Start of SUPPLIED INFORMATION
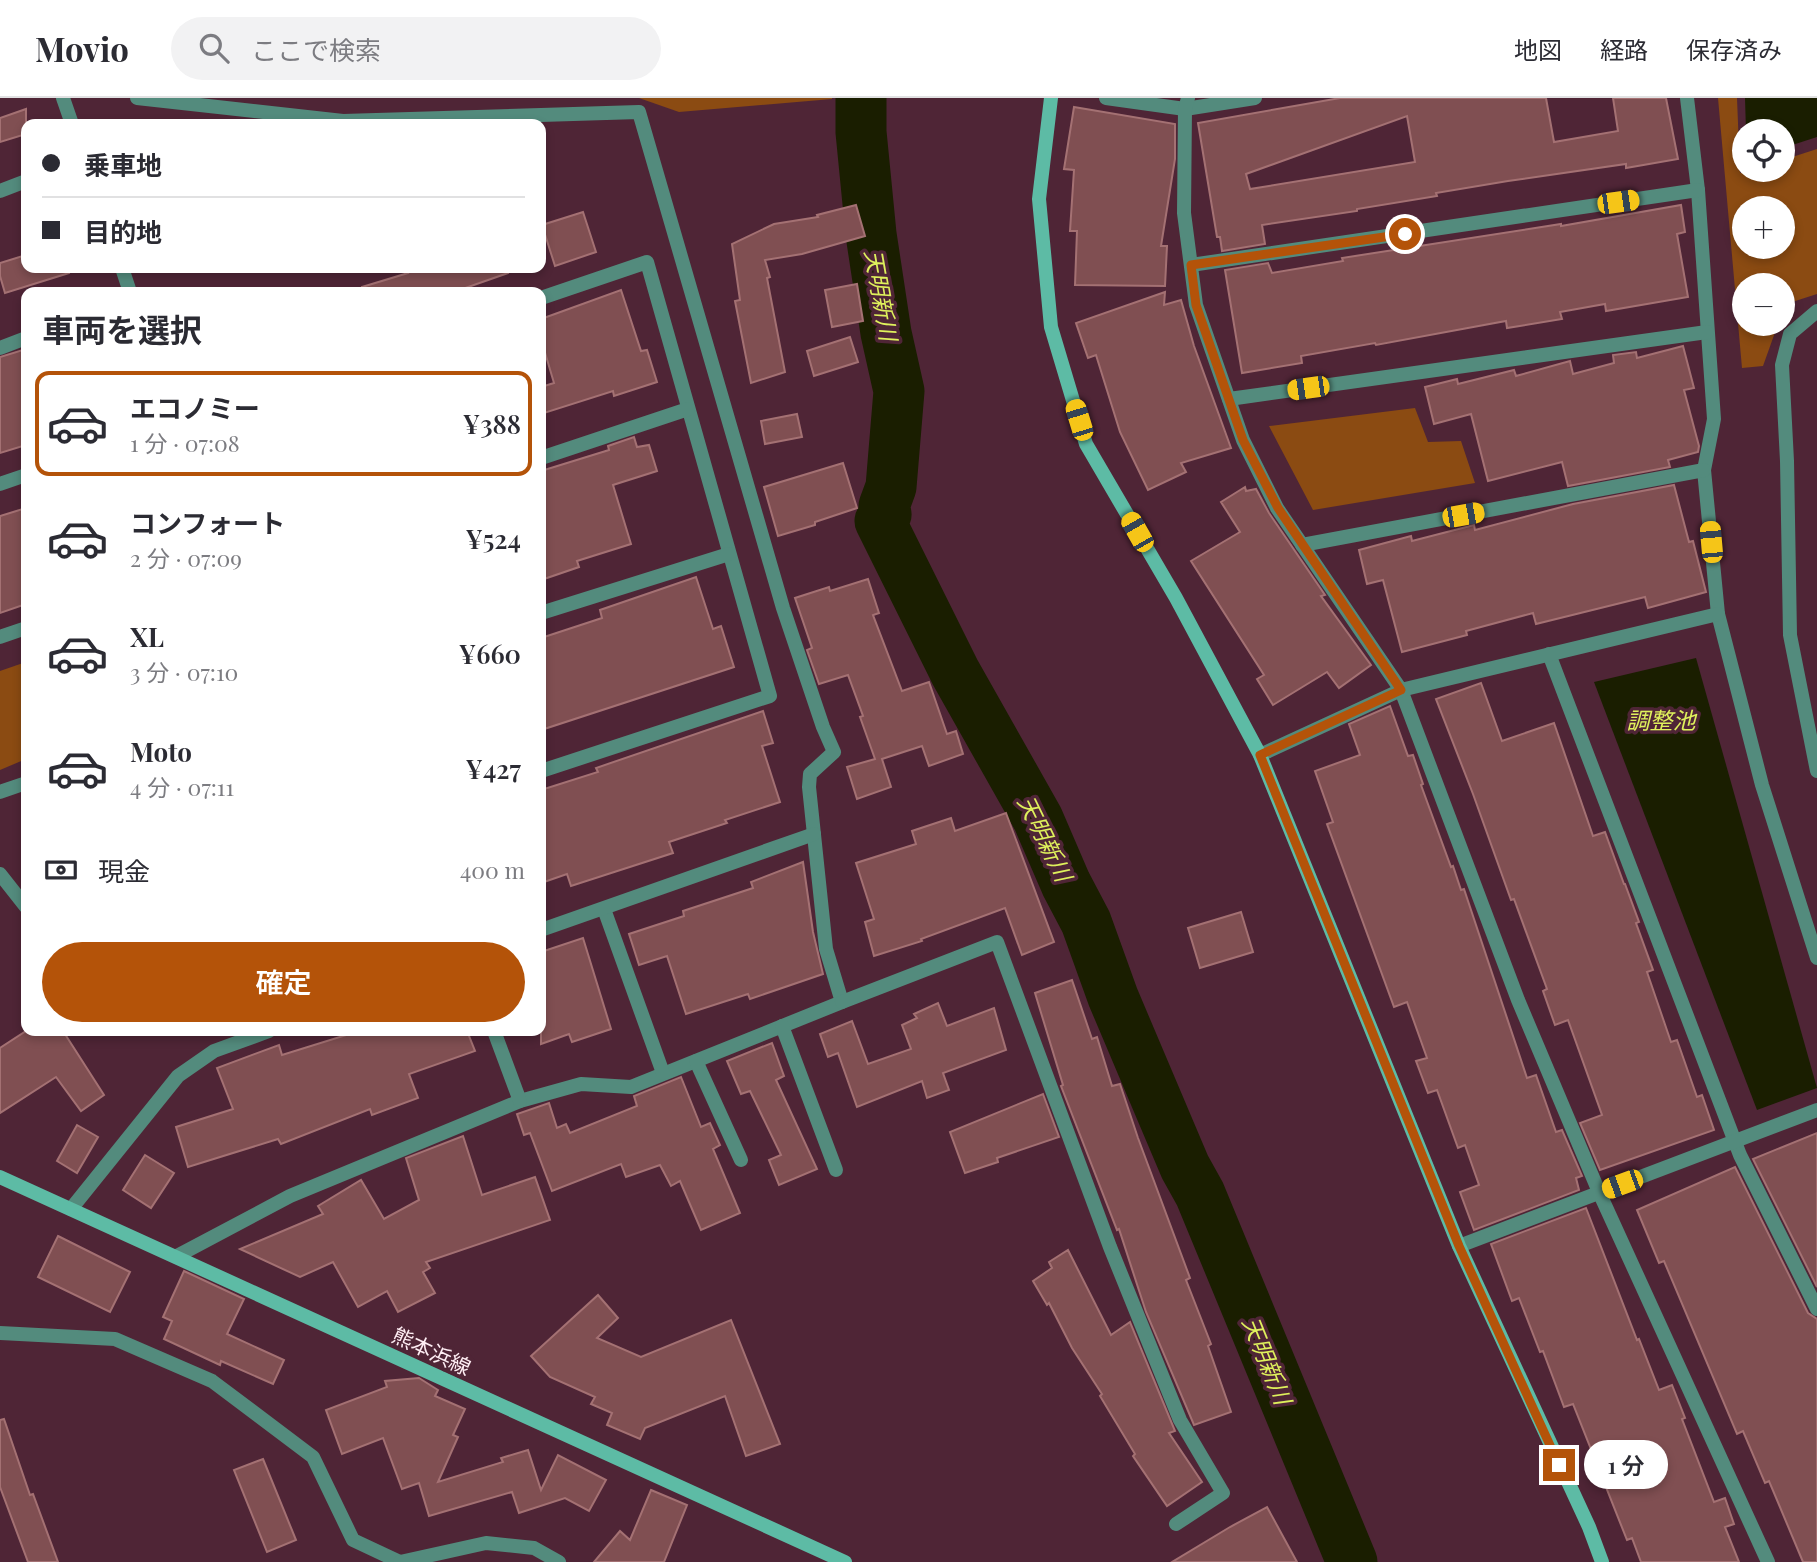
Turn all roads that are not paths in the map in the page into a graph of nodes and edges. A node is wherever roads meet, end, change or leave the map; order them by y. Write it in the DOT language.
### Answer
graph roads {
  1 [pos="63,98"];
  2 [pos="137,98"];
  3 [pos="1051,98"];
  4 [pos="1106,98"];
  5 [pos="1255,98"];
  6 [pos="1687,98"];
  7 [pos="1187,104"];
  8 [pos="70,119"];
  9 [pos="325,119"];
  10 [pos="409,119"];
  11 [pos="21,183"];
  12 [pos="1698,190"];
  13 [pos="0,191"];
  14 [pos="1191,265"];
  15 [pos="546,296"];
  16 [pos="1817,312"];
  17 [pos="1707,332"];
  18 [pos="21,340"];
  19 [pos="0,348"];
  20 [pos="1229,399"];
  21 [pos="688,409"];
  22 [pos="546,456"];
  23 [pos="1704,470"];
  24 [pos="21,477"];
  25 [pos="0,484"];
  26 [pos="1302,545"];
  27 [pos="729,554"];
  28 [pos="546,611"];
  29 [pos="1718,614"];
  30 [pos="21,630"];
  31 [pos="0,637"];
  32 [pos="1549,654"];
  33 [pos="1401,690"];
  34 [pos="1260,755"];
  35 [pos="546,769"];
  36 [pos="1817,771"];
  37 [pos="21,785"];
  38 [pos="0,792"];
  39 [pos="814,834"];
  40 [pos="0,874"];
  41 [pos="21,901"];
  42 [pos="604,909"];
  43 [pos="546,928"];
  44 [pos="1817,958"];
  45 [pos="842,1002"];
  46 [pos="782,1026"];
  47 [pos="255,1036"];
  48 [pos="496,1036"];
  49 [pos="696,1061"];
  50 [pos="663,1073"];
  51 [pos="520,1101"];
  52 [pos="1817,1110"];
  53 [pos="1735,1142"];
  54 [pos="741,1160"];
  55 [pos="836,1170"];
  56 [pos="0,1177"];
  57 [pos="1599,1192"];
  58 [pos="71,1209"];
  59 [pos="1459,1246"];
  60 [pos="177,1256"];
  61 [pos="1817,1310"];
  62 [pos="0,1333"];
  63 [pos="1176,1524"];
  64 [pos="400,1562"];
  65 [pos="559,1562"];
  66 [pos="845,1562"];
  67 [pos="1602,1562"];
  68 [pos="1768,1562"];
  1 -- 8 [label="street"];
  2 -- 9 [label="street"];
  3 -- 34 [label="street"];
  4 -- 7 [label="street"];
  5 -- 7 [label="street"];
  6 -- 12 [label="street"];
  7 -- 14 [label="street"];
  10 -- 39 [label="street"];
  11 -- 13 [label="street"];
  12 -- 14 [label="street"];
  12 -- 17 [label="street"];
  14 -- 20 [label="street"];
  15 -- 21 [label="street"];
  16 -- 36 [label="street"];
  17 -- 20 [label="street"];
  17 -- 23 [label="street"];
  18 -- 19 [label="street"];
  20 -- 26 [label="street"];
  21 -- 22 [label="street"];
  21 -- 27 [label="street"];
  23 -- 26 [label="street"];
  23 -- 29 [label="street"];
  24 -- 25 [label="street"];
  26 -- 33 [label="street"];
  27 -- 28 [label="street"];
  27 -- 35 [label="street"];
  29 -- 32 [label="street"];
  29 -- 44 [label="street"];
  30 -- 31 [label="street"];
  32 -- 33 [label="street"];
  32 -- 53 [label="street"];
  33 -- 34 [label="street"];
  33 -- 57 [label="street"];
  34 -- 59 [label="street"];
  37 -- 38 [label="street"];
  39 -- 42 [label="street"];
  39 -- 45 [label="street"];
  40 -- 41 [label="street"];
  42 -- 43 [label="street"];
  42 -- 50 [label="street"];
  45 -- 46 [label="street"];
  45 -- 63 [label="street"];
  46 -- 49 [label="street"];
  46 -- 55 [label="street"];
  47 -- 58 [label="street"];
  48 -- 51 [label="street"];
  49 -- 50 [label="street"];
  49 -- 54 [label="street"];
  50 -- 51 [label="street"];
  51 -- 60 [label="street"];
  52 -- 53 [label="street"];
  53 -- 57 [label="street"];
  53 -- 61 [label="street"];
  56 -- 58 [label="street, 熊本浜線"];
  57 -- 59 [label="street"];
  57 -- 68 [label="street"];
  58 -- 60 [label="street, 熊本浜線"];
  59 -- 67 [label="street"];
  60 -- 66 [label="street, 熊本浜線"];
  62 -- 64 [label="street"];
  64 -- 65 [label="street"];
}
End of SUPPLIED INFORMATION
- [WORK TO BE COMPLETED]: Return every line above in which the string "熊本浜線" occurs.

- [FINISHED TASK]:
  56 -- 58 [label="street, 熊本浜線"];
  58 -- 60 [label="street, 熊本浜線"];
  60 -- 66 [label="street, 熊本浜線"];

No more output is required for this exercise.